----- SUPPLIED RECORDS

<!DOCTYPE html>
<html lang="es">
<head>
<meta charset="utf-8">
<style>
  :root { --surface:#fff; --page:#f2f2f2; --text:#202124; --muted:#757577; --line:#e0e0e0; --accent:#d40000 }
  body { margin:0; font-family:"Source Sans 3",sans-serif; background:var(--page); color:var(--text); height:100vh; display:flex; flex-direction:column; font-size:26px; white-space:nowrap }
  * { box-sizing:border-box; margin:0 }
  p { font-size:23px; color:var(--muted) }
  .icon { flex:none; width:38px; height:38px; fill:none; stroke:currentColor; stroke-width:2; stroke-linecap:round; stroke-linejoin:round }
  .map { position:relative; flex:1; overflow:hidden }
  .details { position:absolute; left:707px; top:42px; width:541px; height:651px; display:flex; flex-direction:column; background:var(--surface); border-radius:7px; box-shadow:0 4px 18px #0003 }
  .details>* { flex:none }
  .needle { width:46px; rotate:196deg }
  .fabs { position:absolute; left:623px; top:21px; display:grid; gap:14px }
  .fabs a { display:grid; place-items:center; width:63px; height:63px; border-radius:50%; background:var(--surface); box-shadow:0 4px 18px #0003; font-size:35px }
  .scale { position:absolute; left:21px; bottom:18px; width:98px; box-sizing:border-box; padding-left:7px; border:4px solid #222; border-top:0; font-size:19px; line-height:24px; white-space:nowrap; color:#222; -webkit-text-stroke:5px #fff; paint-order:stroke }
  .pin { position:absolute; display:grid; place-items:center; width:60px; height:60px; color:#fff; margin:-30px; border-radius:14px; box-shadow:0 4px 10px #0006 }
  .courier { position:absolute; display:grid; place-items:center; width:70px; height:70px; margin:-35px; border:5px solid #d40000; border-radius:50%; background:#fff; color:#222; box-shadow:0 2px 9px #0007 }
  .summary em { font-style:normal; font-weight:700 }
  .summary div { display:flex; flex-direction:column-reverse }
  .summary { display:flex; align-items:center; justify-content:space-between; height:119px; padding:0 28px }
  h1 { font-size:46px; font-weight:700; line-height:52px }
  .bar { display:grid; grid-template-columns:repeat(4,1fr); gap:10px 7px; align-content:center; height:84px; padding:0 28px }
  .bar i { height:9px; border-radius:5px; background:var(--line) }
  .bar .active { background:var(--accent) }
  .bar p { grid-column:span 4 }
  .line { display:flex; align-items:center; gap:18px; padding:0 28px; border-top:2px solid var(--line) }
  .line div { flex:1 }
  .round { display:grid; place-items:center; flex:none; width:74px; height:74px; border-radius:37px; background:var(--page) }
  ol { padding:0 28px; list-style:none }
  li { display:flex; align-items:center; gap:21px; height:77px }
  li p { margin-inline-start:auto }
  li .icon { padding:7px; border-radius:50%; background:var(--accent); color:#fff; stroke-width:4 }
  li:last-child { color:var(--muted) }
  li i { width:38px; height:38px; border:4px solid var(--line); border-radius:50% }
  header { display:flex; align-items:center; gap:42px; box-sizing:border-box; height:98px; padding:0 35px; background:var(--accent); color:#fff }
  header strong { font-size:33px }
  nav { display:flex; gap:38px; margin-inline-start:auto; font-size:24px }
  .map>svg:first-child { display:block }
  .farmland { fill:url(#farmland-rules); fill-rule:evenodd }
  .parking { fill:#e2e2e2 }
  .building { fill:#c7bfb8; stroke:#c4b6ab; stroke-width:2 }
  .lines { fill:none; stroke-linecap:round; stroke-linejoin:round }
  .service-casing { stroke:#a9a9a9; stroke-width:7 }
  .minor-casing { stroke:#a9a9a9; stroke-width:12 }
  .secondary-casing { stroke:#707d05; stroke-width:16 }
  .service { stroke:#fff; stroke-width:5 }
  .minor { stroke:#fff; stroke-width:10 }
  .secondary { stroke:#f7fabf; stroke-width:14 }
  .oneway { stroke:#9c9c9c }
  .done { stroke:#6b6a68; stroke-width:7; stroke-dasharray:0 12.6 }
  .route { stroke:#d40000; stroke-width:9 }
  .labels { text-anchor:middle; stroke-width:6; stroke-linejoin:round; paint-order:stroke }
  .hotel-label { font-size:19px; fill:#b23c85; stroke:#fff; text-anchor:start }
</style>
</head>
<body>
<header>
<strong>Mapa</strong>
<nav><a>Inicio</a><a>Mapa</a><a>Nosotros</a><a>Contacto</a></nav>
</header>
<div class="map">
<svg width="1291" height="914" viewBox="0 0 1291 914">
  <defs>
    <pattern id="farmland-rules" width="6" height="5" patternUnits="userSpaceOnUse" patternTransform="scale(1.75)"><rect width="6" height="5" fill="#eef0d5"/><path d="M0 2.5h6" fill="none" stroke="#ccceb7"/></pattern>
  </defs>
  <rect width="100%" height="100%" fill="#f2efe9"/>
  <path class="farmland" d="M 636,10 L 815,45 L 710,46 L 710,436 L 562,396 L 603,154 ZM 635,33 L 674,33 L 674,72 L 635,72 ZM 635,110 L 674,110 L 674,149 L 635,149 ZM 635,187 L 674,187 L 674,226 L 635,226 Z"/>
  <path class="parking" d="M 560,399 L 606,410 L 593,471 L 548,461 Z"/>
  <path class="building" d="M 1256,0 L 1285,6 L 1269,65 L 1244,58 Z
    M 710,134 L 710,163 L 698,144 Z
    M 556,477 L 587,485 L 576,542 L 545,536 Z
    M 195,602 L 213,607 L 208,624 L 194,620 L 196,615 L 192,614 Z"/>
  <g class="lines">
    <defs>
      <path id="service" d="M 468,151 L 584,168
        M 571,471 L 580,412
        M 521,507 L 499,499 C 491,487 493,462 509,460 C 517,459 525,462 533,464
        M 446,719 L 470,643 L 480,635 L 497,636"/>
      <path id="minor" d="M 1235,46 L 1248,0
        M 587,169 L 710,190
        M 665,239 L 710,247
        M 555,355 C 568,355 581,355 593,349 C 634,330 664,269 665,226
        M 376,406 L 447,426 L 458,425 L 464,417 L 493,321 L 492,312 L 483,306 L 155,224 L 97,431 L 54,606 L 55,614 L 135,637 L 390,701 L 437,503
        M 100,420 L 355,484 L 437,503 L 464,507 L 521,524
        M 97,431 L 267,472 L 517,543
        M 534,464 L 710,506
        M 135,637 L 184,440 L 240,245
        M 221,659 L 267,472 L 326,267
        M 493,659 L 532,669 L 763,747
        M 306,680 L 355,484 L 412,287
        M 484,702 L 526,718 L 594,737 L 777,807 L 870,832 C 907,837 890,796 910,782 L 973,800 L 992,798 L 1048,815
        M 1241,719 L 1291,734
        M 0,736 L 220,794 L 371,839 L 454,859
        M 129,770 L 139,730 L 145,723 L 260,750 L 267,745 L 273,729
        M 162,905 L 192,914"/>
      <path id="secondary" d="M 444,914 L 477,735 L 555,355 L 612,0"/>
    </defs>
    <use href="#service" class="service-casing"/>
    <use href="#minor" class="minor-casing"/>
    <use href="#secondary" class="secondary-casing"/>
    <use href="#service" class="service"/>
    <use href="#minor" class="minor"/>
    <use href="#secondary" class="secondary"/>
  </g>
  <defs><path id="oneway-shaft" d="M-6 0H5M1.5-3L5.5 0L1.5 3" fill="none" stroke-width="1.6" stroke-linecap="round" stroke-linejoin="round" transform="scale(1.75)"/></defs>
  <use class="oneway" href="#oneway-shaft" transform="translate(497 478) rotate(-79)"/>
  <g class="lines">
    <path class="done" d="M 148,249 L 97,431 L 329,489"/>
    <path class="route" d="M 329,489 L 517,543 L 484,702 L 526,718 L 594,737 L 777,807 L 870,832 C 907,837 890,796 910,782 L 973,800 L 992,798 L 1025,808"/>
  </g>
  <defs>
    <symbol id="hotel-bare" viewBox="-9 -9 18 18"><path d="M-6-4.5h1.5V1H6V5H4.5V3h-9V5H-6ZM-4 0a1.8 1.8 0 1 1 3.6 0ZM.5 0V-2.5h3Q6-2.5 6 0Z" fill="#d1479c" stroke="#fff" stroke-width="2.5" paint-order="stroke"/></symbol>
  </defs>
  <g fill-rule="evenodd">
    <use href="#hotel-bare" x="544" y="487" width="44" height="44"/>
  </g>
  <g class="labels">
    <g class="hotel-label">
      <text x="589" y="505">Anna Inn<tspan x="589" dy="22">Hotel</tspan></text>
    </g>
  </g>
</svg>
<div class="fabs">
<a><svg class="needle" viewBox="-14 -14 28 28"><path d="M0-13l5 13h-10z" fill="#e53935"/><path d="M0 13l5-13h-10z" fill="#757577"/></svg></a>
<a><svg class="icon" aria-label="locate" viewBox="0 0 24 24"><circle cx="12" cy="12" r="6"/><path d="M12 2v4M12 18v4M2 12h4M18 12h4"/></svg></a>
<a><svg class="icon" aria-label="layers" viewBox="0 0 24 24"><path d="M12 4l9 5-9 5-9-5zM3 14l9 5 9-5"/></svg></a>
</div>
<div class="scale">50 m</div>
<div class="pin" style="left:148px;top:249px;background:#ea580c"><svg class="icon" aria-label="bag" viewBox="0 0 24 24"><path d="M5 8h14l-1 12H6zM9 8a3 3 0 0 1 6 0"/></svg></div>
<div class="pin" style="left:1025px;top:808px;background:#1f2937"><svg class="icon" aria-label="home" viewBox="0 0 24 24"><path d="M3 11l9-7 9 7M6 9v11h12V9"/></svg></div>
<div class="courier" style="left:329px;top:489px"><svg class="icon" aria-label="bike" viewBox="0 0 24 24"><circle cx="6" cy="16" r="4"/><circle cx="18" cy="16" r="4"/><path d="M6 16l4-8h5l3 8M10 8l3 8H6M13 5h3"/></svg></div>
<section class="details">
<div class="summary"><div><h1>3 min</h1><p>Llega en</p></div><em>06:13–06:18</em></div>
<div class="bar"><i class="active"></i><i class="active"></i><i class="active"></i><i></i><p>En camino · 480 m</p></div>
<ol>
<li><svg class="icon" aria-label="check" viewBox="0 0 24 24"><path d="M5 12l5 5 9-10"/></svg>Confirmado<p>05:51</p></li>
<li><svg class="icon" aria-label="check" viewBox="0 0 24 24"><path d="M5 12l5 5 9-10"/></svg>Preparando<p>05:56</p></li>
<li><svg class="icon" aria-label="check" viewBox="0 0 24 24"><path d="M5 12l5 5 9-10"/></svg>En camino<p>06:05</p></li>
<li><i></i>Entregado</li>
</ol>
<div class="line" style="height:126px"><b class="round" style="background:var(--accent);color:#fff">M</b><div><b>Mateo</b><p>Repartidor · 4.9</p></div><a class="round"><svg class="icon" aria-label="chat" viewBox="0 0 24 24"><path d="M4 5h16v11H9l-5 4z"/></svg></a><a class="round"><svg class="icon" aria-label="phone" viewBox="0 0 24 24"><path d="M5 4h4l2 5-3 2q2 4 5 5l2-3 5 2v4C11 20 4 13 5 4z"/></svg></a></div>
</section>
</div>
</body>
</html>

----------

*GOAL OF THE EXERCISE:*
A verbatim transcription is required: the first line of the listing, the line containing "position:relative; flex:1; overflow:hidden", and every line between them.

*OUTPUT OF THE TASK:*
<!DOCTYPE html>
<html lang="es">
<head>
<meta charset="utf-8">
<style>
  :root { --surface:#fff; --page:#f2f2f2; --text:#202124; --muted:#757577; --line:#e0e0e0; --accent:#d40000 }
  body { margin:0; font-family:"Source Sans 3",sans-serif; background:var(--page); color:var(--text); height:100vh; display:flex; flex-direction:column; font-size:26px; white-space:nowrap }
  * { box-sizing:border-box; margin:0 }
  p { font-size:23px; color:var(--muted) }
  .icon { flex:none; width:38px; height:38px; fill:none; stroke:currentColor; stroke-width:2; stroke-linecap:round; stroke-linejoin:round }
  .map { position:relative; flex:1; overflow:hidden }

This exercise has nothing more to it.